I’m one of those that can’t wait to see the movie. I’m also hoping that the movie will make up for the last couple of seasons of the Simpsons.
But the reason why I am blogging about them today is that the Simpsons actually makes me think about Christianity and how other people may view us as Christians. A lot of non-Christians really see us like Ned Flanders.
But there was one episode of the Simpsons that was funny when I first saw it, but viewed under a different light once I started seminary and being in ministry.
The episode I’m referring to is called “In Marge We Trust.”
Basically, we begin to see why the community’s pastor, Rev. Lovejoy has neither love nor joy in his ministry. He shows the classic symptoms of a pastor being burned out.
How did he lose his love and joy for his ministry? Well, mainly because of Ned Flanders. Ned kept calling Rev. Lovejoy over everything possible, and Lovejoy listened to every call. He tells Marge (who was going to be answering the calls of needy congregation members) “After that, I just stopped caring. Luckily by then, it was the 80s and no one noticed.”

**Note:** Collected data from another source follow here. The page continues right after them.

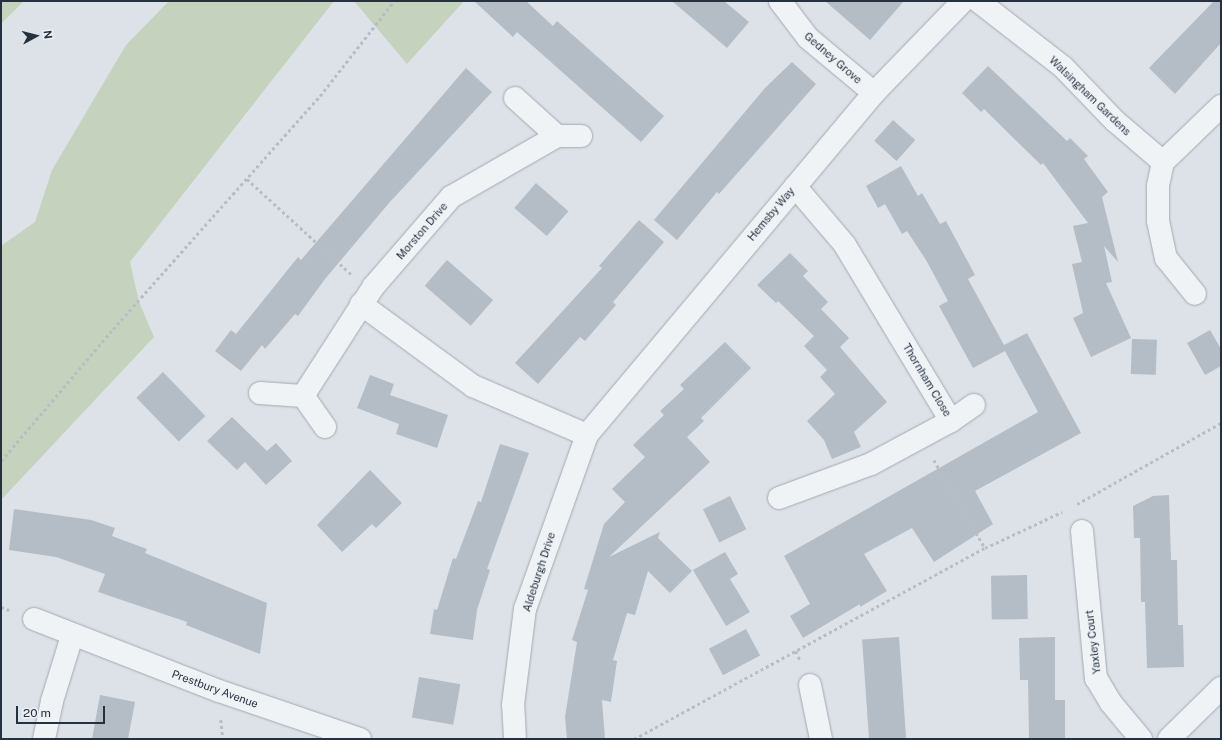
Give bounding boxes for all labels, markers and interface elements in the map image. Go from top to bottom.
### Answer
north arrow [16,16,56,56]
street label: Gedney Grove [801,29,865,87]
text: N [41,30,54,40]
street label: Walsingham Gardens [1046,54,1134,138]
street label: Hemsby Way [745,184,797,244]
street label: Morston Drive [394,200,450,262]
street label: Thornham Close [900,341,954,419]
street label: Aldeburgh Drive [520,531,558,613]
street label: Yaxley Court [1083,609,1103,675]
street label: Prestbury Avenue [170,667,260,711]
scale bar [18,698,107,724]
text: 20 m [23,706,51,720]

Here are some of the things that Ned would ask for advice:
Ned Flanders: Reverend, I’m, uh, I’m afraid something has happened.
Reverend Lovejoy: Well sit down and rap with me brother, that’s what I’m here for.
Ned Flanders: Well, I was talked into doing a dance called “The Bump”, but my hip slipped and my buttocks came into contact with the buttocks of another young man!
Ned calls in with an “emergency”:
Ned: I think I swallowed a toothpick!
And there were many more instances of Ned just calling Rev. Lovejoy.
In all ministries of all ages, there’s always going to be at least one “needy” person, who just needs to call for the smallest of reasons.
We shouldn’t ignore that person’s needs, but we should be clear on our boundaries. In the end, it was really Lovejoy’s fault that he stopped caring. His passion was driven out by the neediness of one man, and trying to meet those needs.
As a pastor, we can’t let people walk over us, or assume that we will be there in case they shatter their favorite coffee mug. We need to set boundaries and limits. It’s not that we don’t want to care for them and that we don’t love them, but we need to care for ourselves so that we may be there for them when they really need help and guidance. As rude as it may seem, if someone called me over a broken coffee mug, I’d tell them to suck it up, the world is still turning. Too rude and no compassion? I don’t think so. We can’t let one person abuse and dominate our service.
As pastors, it is up to us to teach the congregation members (through love) what our roles aren’t. If you want to be there for every need of your parish members, more power to you, but I can’t function like that and still have a healthy home life.
We need to set limits and boundaries in the way we do ministry, or at least I do.
Doug Fields writes about how when he started ministry, he heard a youth pastor talk about how he left in the middle of his anniversary dinner to be with a kid who needed help (I don’t think it was a serious matter). Doug writes that he, at first, thought that was real dedication and how great of a pastor that man was. And then Doug writes how foolish that type of ministry is. He says that if he left an anniversary dinner, he better not come back home. He says that now if he’s out with his wife (because that time is hard to come by) and a youth calls, he answers “I love you, but if you’re not dying or this isn’t a serious emergency, I’ll call you first thing tomorrow.”
Some people may think that rude and not very pastoral. But if you want pastors to continue to do what they do, then we need boundaries like that.
I’ll end today’s post with this. One pastor told his leaders (regarding his vacations, sabbaths, boundaries) I can give you 80% of me 100% of the time, or I can give you 100% of me 80% of the time.
Those words stuck with me.
Set your boundaries early.
Be aggressive of your time, your Sabbaths and vacations. I think these words are worth remembering in my life. (And in no way should these words be an excuse to be lazy…)
We as pastors also need to be healthy and sane.
Who wants a crazy pastor? … or who wants a pastor that’s crazy ALL the time?






Joseph – Thanks for your post. I think that you raise some great points. Particularly the question of why the Reverend has neither love nor joy. Also, thinking about being aggressive about your time. I had not thought of it like that, but I think it is an important point. Thanks, friend.
[...] Joseph at Step by Step has great questions, suggestions and thoughts about boundaries at The Simpsons Teaching Me About Boundaries in Ministry. [...]
Excellent thoughts… having just started full-time in pastoral ministry and starting my family (wife and 6 month daughter), I couldn’t agree more.
Thanks Dan.
Are you the same Dan Elmore that went to Wesley?
yep… that’s me! got your blog through Andrew and Kevin’s blogs… you know any other alums with blogs?